Something has changed within me
Something is not the same
I'm through with playing by the rules
Of someone else's game
Too late for second-guessing
Too late to go back to sleep
It's time to trust my instincts
Close my eyes, and leap!

It's time to try
Defying gravity
I think I'll try
Defying gravity
And you can't pull me down! 


I'm through accepting limits,
'Cuz someone says they're so!
Some things I cannot change,
but 'till I try, I'll never know!
 



To all those in my life who have hurt me--

You can't pull me down.

Monday, September 21, 2009

Book: "Aftermath: Violence and the Remaking of a Self" -- Susan Brison


Susan Brison, a professor of philosophy at Dartmouth College, weaves an intellectually stimulating but honest and unpretentious narrative about sudden violence and trauma. Brutally attacked, raped, and left for dead while taking a walk in the French countryside, Brison speaks from the mind and heart about the pain of picking up the pieces of one's life.

I found her observations about the reactions of her friends, family, and community to be particularly poignant. She examines the oft-heard encouragement to forget and move on, and how isolating that can be for survivors of sexual violence. She also addresses issues such as deterioration of memory and concentration, change of personality, and distorted views of time and place.

This was the first memoir by a survivor that I read. While it can be a bit dense and academic sometimes, it is overall a very touching and worthwhile read from a clear and expressive author.

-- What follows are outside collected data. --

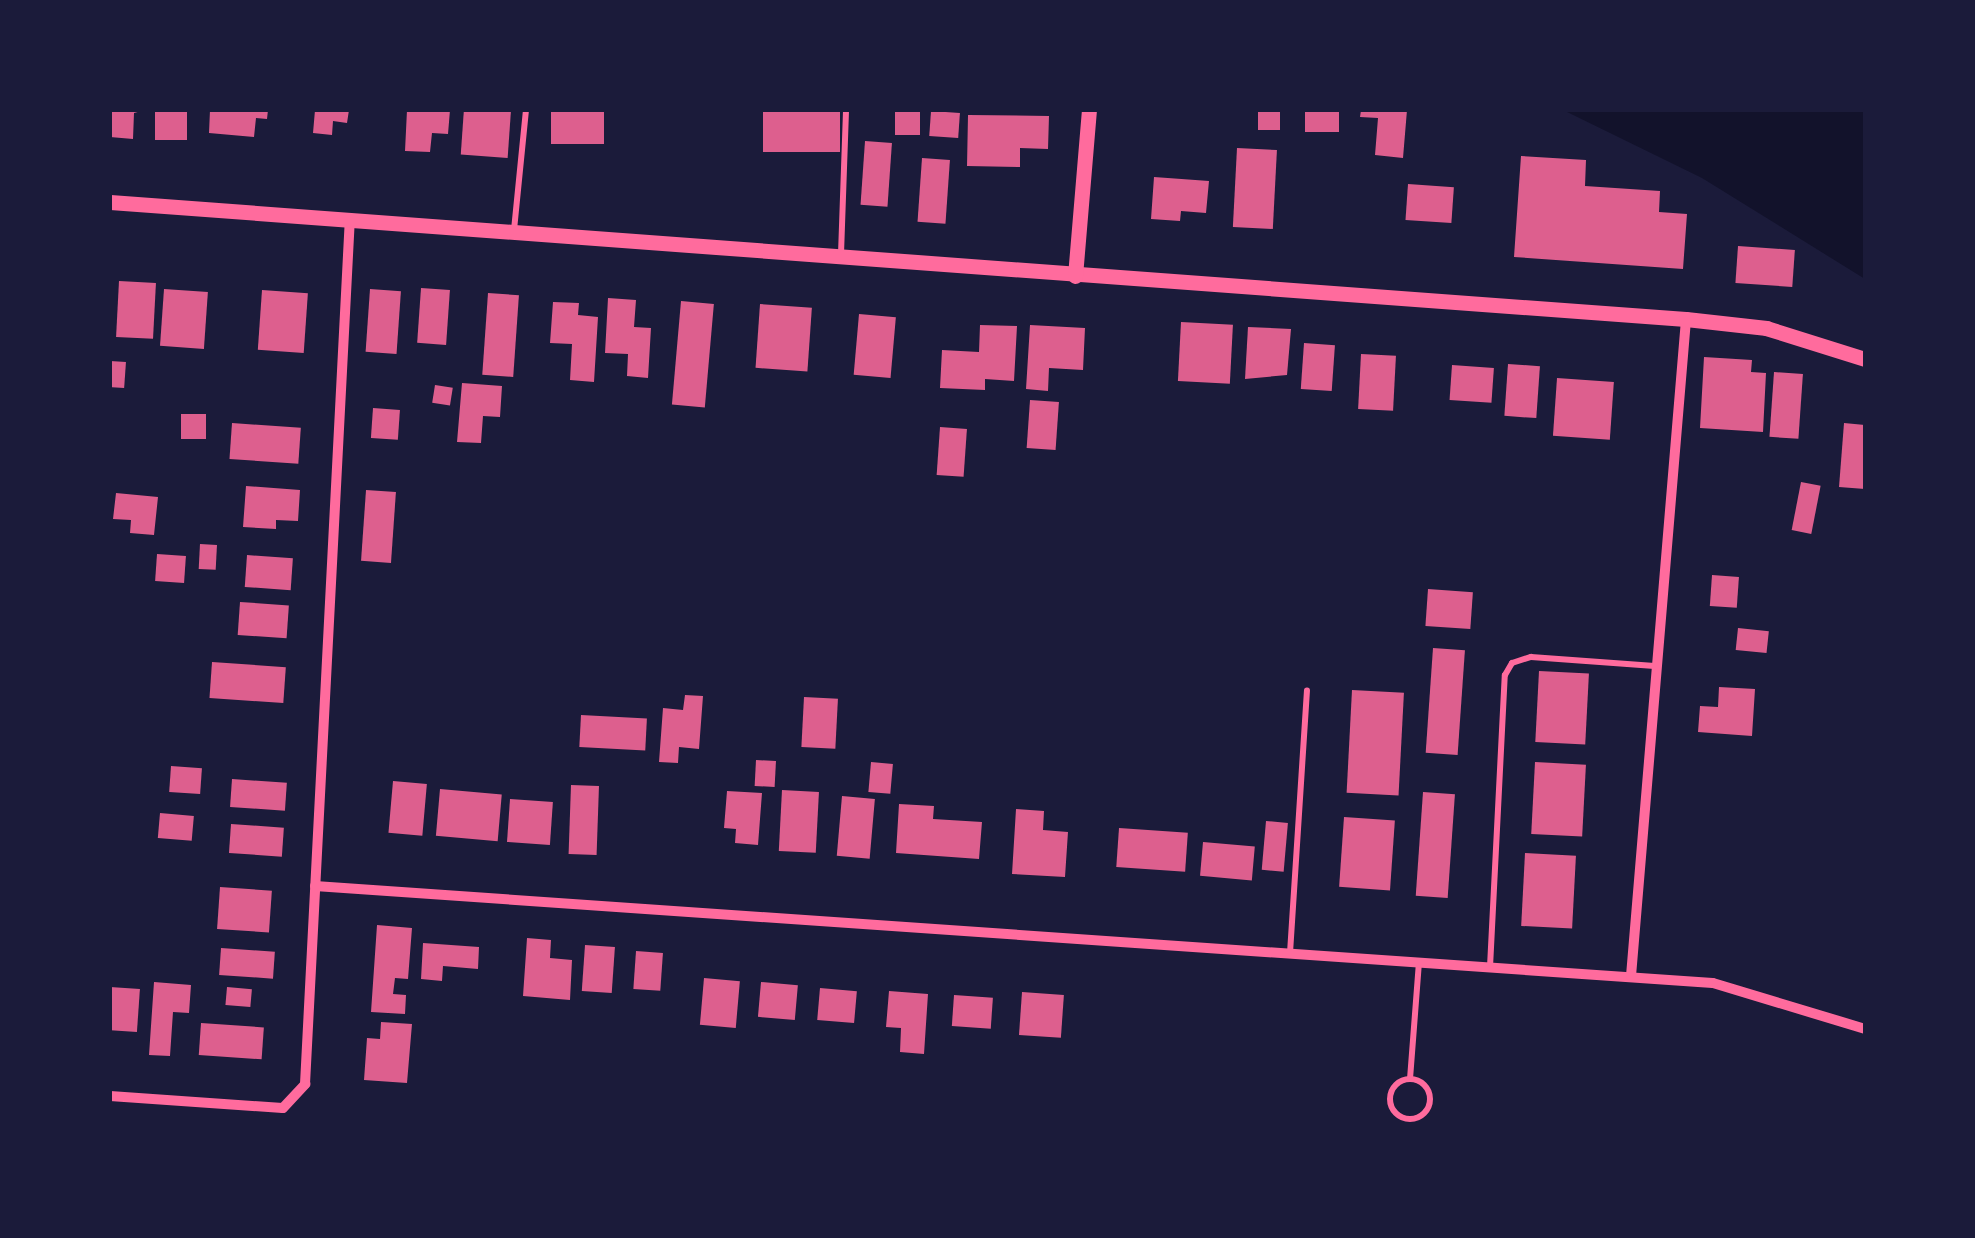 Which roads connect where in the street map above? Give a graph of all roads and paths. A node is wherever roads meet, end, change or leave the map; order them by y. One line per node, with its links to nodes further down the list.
1 (526, 110): 6 (lane)
2 (846, 110): 7 (lane)
3 (1090, 110): 8 (street)
4 (110, 202): 5 (street)
5 (350, 218): 6 (street); 13 (street)
6 (514, 231): 7 (street)
7 (840, 257): 8 (street)
8 (1075, 276): 9 (street)
9 (1686, 319): 10 (street); 11 (street)
10 (1865, 359)
11 (1655, 666): 16 (lane); 17 (street)
12 (1306, 691): 14 (lane)
13 (315, 886): 14 (street); 20 (street)
14 (1290, 953): 15 (street)
15 (1419, 961): 16 (street); 19 (lane)
16 (1490, 967): 17 (street)
17 (1632, 976): 18 (street)
18 (1865, 1028)
19 (1410, 1079): 19 (lane)
20 (110, 1096)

Book: "Story of a Girl" -- Sara Zarr


This story provides an honest, compelling look at coercion and pressure in teenage relationships. I found it triggering but also validating because of particular events in my own past.

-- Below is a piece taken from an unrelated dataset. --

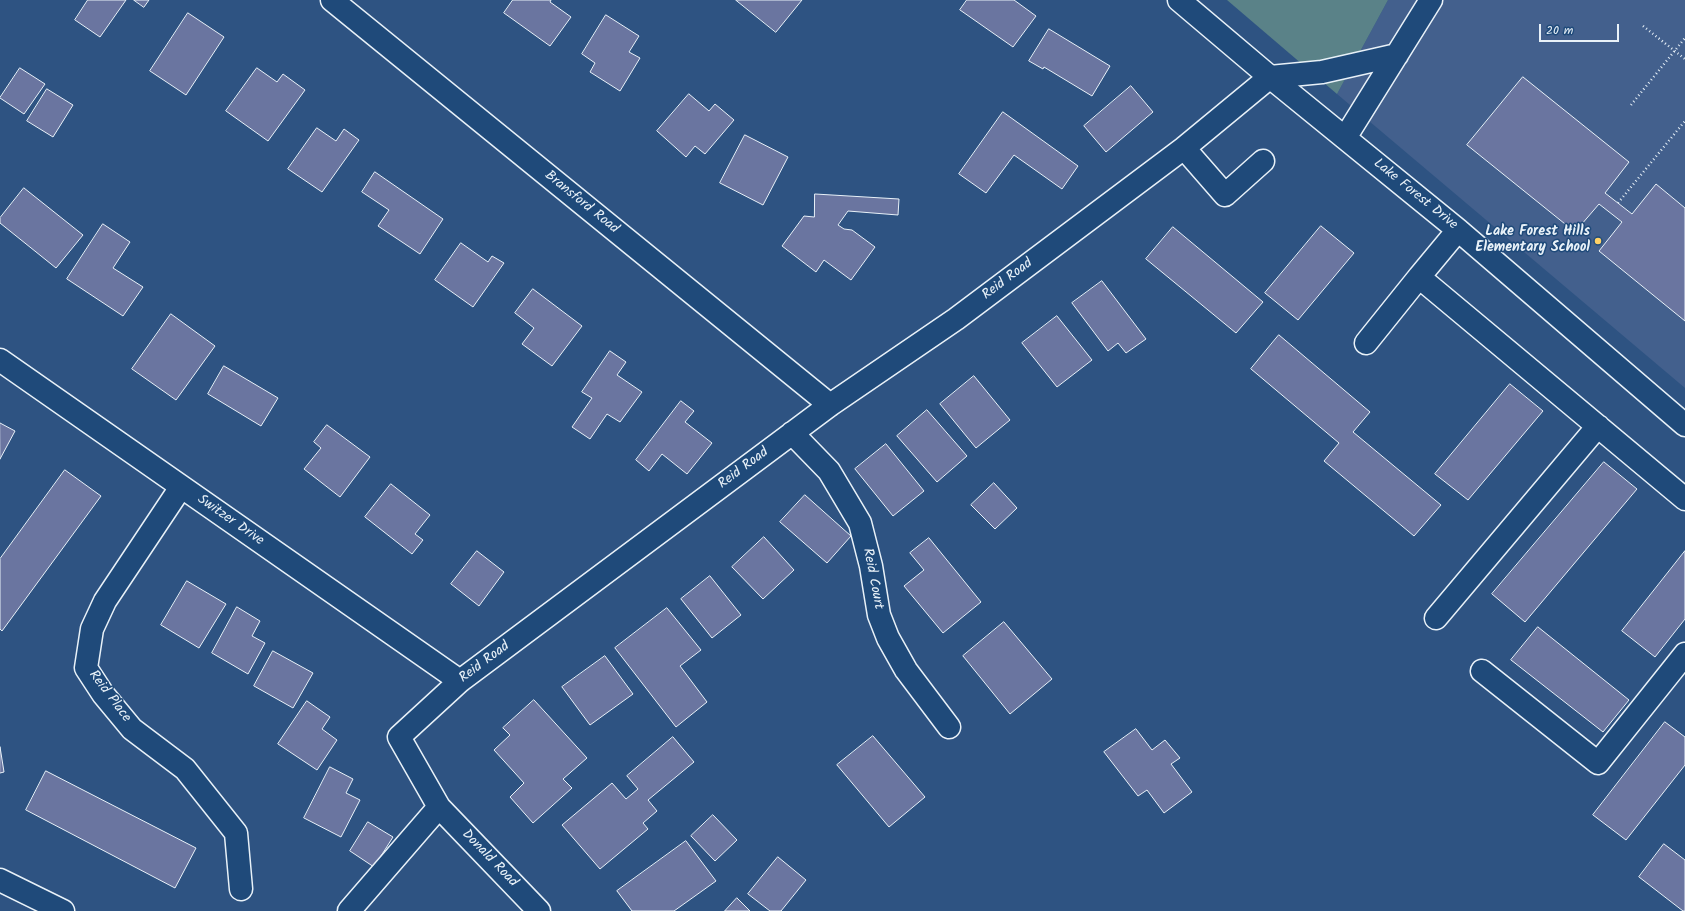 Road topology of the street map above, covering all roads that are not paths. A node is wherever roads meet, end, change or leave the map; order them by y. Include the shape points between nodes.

The protagonist, 13-year-old Deanna, is caught in a confusing whirlwind of hormones, attraction, and pressure and ends up having sex with 17-year-old Tommy, whom she's not even sure she actually likes. Her family is awkward, struggling, and fractured, and her peers in school have branded her a "slut." Here is a frank examination of stigma and society's double standards with regards to sexual exploration. Deanna's story is an emotionally wrenching portrayal of how one mistake can leave a huge impact on a teenager's identity and sense of self-worth.

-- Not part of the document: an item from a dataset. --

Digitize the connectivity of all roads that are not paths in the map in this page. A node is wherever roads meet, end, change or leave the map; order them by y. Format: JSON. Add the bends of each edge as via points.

Beautifully-written realistic fiction. Delves more into coercion and social pressure than clear sexual assault.

Site: Pandora's Aquarium

http://www.pandys.org/forums/

I owe so much to the unfailingly supportive community at Pandora's Aquarium. I would say that this is the best place to read posts if you're feeling alone or write posts if you want words of support and encouragement. The community is gigantic and infinitely loving. Feel free to use the forums as little or as much as you want; it was often just helpful for me to know it was there whenever I needed a boost.

Site: DartHeart

http://www.dartheart.org/

DartHeart, a nonprofit organization, is a peer support network for students with post traumatic stress. We provide the resources and opportunities for student survivors to unite and offer mentorship to each other and their communities about the realities of life after trauma. Our organization is run by student and alumni survivors of trauma with guidance from health care professionals and supportive members of the community.


DartHeart is a budding organization that is well on its way to being an important resource for college students. It provides what college health offices and informational resources cannot-- support and understanding from fellow survivors.

Introduction to My Resources Posts

I will also begin posting links and reviews of websites I have found informative and helpful during my healing process. I will tend to focus on personal sites more than national organization sites like RAINN.

These posts will be tagged "sa resources" (sa = sexual assault). Please feel free to comment on this post with suggestions. Thanks!